Why publish an excerpt-only feed? What’s your upside?

12 comments on "Thoughts on RSS Feeds"

  • Justin Mason says:

    Hi Adam —
    I think the major upside is that it saves bandwidth, in that the RSS file is smaller; also, historical accident.
    when RSS 0.9 was created by Netscape, iirc it had no excerpts or bodies, just the headlines and links. excerpts were added later, and presumably it seemed wasteful to include the entire body text in that.
    I totally agree it now doesn’t work with how RSS readers work, and are used.

  • SteveC says:

    Excerpts were (or still are) the default setting on Movable Type, which led to a lot of them.

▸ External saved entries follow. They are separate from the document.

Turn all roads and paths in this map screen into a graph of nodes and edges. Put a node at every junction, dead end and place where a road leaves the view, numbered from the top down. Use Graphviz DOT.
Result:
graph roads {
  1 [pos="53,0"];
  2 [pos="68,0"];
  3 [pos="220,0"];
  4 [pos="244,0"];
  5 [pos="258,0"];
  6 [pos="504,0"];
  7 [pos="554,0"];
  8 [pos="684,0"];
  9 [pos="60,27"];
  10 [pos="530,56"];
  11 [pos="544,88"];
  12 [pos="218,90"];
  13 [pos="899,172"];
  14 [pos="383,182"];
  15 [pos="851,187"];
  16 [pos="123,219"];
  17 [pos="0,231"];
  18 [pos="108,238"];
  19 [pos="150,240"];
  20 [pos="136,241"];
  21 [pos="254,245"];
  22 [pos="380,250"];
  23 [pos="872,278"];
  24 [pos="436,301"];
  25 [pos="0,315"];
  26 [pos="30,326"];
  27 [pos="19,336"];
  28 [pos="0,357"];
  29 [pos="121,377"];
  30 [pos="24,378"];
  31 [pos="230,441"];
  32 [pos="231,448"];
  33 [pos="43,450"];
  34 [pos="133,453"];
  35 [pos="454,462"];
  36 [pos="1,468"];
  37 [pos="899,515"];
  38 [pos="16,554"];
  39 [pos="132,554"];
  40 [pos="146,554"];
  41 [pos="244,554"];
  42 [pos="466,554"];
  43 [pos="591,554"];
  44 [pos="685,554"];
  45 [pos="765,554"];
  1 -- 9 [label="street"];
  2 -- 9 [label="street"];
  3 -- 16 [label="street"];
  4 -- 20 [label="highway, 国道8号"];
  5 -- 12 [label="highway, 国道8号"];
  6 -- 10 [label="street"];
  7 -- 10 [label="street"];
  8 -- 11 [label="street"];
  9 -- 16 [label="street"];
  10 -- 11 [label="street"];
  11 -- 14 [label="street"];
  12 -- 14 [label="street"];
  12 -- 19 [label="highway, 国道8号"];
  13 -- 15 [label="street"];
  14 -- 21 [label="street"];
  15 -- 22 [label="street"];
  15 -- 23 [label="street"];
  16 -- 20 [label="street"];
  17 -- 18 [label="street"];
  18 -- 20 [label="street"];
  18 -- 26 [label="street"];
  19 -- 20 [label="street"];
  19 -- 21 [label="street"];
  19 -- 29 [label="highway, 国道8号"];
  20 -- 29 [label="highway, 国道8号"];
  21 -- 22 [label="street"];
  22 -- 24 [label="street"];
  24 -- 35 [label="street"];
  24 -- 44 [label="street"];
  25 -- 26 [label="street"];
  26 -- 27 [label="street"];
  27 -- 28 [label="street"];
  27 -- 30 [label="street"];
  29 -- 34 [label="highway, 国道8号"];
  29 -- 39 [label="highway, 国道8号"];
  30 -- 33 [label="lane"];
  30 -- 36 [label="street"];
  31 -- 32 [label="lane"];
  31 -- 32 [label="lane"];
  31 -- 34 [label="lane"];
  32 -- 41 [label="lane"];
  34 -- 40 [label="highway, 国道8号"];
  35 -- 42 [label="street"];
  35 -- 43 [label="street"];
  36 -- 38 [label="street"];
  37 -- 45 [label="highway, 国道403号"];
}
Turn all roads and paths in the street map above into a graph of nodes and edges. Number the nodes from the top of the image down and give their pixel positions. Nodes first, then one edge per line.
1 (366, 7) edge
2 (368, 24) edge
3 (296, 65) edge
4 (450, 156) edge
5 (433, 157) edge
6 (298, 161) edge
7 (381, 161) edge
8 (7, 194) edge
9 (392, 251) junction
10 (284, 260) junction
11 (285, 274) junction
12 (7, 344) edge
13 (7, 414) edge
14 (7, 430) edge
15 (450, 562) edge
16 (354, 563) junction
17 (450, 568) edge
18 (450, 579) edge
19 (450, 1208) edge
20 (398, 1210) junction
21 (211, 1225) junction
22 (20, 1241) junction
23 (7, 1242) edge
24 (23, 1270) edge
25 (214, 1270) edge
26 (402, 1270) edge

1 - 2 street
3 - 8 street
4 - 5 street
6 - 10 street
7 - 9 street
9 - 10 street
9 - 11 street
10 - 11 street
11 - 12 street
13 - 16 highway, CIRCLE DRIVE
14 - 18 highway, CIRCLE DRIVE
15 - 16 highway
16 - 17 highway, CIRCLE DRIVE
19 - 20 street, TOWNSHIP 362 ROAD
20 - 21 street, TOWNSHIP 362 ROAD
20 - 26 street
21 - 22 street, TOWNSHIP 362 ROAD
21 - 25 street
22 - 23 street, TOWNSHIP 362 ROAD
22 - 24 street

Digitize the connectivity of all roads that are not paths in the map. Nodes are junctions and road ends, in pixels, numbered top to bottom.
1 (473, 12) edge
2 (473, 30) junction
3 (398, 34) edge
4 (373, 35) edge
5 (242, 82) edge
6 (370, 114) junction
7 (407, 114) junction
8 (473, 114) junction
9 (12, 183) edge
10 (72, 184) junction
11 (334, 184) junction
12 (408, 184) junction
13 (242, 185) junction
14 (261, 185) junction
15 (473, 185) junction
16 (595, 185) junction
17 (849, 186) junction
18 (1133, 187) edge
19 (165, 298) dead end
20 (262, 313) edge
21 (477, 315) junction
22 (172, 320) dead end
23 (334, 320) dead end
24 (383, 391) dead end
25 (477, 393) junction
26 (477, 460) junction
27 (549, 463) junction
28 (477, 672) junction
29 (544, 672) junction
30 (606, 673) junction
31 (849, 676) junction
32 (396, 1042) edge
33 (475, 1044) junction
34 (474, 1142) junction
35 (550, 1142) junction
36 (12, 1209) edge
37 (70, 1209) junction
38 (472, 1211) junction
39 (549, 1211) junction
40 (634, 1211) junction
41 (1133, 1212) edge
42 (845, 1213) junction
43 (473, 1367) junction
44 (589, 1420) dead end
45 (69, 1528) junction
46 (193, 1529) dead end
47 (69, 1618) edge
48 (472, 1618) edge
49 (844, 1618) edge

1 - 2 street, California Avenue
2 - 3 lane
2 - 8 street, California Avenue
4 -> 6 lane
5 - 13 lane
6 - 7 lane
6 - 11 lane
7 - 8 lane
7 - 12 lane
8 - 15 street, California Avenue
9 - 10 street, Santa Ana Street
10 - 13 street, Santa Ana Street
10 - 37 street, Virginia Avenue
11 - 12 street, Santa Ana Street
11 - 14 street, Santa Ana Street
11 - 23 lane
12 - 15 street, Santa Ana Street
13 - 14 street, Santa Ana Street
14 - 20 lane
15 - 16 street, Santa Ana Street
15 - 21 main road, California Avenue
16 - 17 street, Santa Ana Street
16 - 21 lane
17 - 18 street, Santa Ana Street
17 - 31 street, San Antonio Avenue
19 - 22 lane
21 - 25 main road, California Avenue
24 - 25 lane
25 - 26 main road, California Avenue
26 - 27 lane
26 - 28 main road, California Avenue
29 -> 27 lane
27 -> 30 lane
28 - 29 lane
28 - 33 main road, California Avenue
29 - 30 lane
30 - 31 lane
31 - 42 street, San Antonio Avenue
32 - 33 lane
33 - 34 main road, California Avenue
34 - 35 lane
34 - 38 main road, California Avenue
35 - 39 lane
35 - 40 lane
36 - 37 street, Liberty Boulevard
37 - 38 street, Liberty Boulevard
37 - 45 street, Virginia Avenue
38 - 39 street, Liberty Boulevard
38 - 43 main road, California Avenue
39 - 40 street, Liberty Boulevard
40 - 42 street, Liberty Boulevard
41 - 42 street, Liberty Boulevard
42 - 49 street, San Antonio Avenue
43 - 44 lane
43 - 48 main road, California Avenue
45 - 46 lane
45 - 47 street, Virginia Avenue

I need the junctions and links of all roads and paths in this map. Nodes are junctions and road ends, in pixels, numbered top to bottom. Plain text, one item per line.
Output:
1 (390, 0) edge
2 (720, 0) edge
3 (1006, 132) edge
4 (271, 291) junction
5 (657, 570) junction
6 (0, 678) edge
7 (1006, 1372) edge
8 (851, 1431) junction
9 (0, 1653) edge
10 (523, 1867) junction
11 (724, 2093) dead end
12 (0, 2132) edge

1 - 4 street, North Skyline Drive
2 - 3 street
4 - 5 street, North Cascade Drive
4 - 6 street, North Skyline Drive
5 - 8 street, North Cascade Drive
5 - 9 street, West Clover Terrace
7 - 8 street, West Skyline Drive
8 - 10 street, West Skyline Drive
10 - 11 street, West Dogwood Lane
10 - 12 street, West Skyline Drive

  • Well, I read your blog in LiveJournal, and click in when I want to leave a comment. I wish I could comment there, though.

  • Adam says:

    Simson,
    Sorry about that. LJ doesn’t provide a good API which I can use to take comments out and make them available here. Maybe that will change as 6A advances the merger. As an interaction tool, LJ is far more advanced than blogs.

  • Ed says:

    Yeah, I had meant to ask you how you were getting the site to look so pretty. I can’t seem to even get whitespace to show up in NetNewsWire – let alone links. 🙁 I suppose a afew afternoons’ reading of the MT wiki would get me at least part of the way there, but my first such afternoon had a zero yield.

  • Nudecybot says:

    I suspect it has to do with driving web traffic up which allows a lot of people to benefit from hosting Google adwords (or other some such) and use a web log analysis tool to understand their visitors/readership.
    Personally I dislike excerpts – I read everything I can in the Opera newsreader views. And I also don’t like advertising on personal blogs but I think I’m ok with unobtrusive advertising on corporate blogs.

  • dbs says:

    For the record, I -do- read your site in a web browser. Via Sage and RSS though. The only reason to use excerpt-only postings is to drive traffic to your site to up ad revenue, or to help with tracking issues. Neither of those are things you’re interested in pursuing, I believe.
    The flipside is, the site -should- look good (and yours does), and due to how MT works things, you still need to view the site to add or read comments. So tehre’s something to be said about making the site look nice as well.

  • Iang says:

    I have a similar blog and spend a lot of time writing articles. I face the reverse problem in that I feel terribly guilty getting into blogging tech because it is time spent away from “real code”. Consequently, I know things aren’t working but I have no idea what it is that isn’t working and even less idea how to fix it.
    I just had a look, and yes, there is this option in my MT blog that says that excerpts are set at 40 words. So I set it to 9999 words and we’ll see what happens. But I’m more or less in the dark as I don’t know where and how these excerpts are seen, I read blogs either by following links or in thunderbird (never really got any other RSS reader to work).
    I really only find problems out when someone directly points them out…

  • Adam says:

    Ed, The site looks like it does because of CSS. I started from a style called “Tiny green,” and hacked it up extensively. Read http://www.emergentchaos.com/styles-site.css. I like the w3schools.com/css/ tutorials.

  • Adam says:

    Ian,
    You should look at the templates, and replace $MTEntryExcerpt with $MTEntryBody to make it offer up the whole of the entry.

  • Adam says:

    Ian, Dave,
    Thanks for the reminder that there are browsers that use rss. Does Opera or Mozilla take my css, or use its own?
    Adam

  • Chris says:

    I use Thunderbird as my RSS reader – it uses your css.